Gender Differences in Movie Ratings

Do you remember when they announced Ghostbusters was being remade with female leads? Some people were pretty upset about it. Almost immediately, after release, the film's rating tanked. Was it a bad movie? Maybe. But a quick look at IMDB's ratings shows that although 17% of raters gave it 1 star, 11% of users gave it ten stars. This type of disparity is pretty uncommon - ratings don't usually follow this barbell pattern. Digging deeper I realized that about 24% of all women who rated the movie gave 10 stars and only 4% gave it 1 star, but only 5% of men gave 10 stars and 20% gave 1 star. Because there were more than three times more men rating the film than women, ratings from men had a much more significant impact. This made me wonder if there are other films where there's a ratings disparity between men and women.

In [1]:
# Download packages
import pandas as pd
import plotly.graph_objs as go

In order to get this data I first webscraped the IMDB pages of almost 8,000 films with more than 10,000 IMDB user ratings. IMDB provides data on demographics of movie raters, but unfortunately they don't provide an API to easily download the data. To make the datasets more manageable and to focus on only the films with enough relevant data, I then restricted to only films made after 1950 with more than 50,000 reviews. If you're curious about how I scraped the data and/or want to create your own dataset, check out my github functions.

In [2]:
# Download the data
movie_graph_data = pd.read_csv('https://raw.githubusercontent.com/sampurkiss/movie_ratings_imdb/master/movie_database.csv')
movie_graph_data = movie_graph_data.loc[movie_graph_data['year']>1950]
movie_graph_data = movie_graph_data.loc[movie_graph_data['no_of_ratings']>50000]
# Need above since the total number of ratings given by IMDB doesn't always have gender data associated with it
movie_graph_data['ratings_differential'] = movie_graph_data['males']- movie_graph_data['females']

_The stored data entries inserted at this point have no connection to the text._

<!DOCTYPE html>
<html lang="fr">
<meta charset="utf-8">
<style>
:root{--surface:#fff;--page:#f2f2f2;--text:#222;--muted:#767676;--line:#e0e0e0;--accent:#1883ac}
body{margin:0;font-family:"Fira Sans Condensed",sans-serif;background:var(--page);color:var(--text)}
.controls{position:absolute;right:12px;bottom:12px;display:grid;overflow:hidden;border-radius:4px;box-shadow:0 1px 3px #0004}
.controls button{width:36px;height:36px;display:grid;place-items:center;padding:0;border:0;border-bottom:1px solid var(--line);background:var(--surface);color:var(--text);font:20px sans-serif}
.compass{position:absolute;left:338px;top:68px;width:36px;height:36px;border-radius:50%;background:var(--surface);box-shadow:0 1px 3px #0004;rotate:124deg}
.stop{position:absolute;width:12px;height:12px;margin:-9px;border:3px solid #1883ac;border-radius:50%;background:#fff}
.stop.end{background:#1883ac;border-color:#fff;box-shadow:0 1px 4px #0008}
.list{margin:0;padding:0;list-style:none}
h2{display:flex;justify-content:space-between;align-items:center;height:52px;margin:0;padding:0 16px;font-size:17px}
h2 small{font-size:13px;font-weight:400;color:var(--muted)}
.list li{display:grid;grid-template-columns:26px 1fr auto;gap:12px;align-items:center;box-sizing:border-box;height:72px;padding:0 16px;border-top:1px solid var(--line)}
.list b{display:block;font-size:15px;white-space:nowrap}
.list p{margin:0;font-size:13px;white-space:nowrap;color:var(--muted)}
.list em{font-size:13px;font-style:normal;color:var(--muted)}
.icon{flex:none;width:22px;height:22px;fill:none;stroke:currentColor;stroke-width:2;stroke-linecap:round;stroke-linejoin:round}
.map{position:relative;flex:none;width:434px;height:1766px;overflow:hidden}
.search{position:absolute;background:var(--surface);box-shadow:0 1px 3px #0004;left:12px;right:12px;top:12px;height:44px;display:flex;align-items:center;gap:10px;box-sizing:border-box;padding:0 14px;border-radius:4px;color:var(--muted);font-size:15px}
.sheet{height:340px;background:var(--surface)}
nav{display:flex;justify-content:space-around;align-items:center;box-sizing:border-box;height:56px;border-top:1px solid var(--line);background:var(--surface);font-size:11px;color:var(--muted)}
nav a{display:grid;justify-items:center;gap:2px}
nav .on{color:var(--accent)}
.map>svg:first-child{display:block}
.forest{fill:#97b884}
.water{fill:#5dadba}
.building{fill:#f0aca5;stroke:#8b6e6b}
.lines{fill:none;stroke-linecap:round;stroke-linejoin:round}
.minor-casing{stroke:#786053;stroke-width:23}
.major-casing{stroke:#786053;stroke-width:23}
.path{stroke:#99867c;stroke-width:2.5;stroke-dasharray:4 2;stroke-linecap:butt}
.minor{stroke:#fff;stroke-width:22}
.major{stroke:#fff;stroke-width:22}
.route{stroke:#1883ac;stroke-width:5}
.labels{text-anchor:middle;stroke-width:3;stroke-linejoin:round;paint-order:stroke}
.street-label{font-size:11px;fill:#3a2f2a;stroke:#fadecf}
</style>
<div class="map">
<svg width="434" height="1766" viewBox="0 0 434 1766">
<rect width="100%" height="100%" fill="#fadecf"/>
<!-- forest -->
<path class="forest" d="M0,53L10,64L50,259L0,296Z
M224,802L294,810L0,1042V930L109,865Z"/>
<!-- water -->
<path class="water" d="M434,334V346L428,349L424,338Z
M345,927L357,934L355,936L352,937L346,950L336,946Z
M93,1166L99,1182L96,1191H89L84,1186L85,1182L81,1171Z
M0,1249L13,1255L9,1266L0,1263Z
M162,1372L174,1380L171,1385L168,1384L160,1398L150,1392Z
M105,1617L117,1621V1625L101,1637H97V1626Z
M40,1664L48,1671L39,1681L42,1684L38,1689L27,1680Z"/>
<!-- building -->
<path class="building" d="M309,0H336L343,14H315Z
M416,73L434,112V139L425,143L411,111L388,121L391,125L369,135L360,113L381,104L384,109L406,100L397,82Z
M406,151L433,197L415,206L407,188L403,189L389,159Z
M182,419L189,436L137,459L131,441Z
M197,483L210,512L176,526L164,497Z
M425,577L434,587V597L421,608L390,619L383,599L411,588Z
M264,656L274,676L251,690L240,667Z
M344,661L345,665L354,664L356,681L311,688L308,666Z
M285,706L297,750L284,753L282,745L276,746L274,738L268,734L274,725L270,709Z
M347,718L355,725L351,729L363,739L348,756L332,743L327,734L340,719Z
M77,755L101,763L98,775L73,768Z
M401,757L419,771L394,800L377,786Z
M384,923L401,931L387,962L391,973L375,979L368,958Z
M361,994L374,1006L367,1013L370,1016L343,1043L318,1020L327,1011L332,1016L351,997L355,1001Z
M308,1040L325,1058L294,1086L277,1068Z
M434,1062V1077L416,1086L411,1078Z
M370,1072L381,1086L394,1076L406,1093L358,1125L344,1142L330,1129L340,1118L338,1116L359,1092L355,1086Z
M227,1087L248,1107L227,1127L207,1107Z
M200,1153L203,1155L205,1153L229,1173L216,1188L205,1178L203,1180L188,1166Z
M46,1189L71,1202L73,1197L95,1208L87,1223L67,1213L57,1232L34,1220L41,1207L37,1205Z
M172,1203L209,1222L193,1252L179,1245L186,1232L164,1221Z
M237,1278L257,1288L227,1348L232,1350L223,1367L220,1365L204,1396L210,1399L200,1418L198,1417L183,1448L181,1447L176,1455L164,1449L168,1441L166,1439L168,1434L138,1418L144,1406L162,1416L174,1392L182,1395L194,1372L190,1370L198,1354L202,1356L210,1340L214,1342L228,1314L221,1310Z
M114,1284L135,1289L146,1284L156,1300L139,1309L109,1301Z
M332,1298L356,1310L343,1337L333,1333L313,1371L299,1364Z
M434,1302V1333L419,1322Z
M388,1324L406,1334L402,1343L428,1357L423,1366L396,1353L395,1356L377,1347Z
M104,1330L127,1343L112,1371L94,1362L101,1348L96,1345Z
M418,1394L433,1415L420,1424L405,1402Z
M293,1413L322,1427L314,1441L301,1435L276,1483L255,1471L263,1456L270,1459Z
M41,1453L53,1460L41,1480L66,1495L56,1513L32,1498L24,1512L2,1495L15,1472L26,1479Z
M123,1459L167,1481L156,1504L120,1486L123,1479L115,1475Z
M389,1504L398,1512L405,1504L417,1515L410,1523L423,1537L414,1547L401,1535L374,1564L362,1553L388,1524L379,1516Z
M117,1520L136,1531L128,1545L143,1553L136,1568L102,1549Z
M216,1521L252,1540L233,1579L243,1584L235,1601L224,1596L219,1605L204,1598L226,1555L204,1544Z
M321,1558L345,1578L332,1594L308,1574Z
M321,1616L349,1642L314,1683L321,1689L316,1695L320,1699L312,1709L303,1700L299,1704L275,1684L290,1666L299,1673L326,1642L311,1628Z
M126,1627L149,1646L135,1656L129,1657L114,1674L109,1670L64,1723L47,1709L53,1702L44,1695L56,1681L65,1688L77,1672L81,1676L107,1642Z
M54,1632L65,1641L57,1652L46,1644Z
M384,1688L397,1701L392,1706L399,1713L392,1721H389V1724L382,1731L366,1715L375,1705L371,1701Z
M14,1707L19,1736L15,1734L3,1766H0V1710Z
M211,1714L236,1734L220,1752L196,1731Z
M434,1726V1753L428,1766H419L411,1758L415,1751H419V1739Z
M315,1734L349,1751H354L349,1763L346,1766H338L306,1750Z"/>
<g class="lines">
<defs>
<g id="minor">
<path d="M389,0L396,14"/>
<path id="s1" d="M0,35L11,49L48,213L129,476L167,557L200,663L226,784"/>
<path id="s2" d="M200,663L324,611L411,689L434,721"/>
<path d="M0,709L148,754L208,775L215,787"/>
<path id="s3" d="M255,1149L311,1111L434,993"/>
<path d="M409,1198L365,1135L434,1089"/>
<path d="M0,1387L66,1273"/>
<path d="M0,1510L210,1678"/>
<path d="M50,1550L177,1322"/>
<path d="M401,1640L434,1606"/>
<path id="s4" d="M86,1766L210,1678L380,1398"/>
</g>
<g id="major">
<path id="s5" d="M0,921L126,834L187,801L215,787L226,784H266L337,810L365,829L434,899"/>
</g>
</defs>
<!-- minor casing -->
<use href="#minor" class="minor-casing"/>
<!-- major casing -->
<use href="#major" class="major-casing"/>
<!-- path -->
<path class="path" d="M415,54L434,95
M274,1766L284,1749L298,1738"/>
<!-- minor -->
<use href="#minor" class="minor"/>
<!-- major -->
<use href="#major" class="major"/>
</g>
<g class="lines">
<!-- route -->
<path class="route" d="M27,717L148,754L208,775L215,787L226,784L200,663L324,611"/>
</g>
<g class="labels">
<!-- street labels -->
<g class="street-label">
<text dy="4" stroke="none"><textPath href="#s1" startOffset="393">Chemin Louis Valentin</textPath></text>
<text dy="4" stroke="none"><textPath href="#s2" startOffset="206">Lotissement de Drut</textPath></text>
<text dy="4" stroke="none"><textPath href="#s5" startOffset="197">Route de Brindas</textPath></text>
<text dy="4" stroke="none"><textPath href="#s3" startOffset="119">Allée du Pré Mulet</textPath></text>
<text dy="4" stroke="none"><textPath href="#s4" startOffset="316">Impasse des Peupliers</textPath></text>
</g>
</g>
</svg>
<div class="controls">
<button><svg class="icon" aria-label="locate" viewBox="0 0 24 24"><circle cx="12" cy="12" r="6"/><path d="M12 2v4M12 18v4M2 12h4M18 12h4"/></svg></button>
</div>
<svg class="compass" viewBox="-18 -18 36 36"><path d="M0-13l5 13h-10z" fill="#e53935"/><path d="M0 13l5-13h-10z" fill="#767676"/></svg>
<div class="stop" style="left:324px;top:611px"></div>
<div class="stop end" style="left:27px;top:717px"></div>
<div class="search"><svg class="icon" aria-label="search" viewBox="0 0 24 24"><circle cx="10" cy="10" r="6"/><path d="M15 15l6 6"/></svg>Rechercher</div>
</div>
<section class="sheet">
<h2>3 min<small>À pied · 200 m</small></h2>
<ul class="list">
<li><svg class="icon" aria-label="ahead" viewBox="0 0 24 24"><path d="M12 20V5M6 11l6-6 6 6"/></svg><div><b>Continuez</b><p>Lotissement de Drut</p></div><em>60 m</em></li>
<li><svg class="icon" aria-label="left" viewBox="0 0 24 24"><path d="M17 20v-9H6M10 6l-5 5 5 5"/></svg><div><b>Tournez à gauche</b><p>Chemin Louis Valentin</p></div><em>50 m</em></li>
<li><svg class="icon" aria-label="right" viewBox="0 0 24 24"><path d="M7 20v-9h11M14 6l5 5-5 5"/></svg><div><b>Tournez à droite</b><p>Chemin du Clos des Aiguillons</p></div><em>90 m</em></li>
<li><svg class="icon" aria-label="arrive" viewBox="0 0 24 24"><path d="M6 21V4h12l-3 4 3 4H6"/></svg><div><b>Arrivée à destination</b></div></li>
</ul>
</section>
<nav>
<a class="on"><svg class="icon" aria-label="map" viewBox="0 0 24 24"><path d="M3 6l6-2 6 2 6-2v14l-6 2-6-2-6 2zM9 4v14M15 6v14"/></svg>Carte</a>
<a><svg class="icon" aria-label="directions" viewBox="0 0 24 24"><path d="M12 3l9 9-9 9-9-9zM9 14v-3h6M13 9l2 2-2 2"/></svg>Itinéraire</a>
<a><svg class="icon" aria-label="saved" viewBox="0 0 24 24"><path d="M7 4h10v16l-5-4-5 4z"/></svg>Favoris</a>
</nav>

I was curious if there were a lot of movies where there was a significant difference in how genders rated the film. The below chart shows what each films rating was by respective gender proportion. If all genders rate movies the same, then the movies should fall along the diagonal line. For example, 37% of all men and 37% of all women who rated the film Dangal gave 10 stars. This is the sort of symmetry we would expect, but as you can see, a lot of films fall far above or far below the diagonal line indicating a skewed preference. In some cases, this isn't particularly surprising - some films tend to target women audiences and some tend to target male audiences. If you poke around in the chart, you'll probably notice a few films that skew higher to one gender than you may have expected.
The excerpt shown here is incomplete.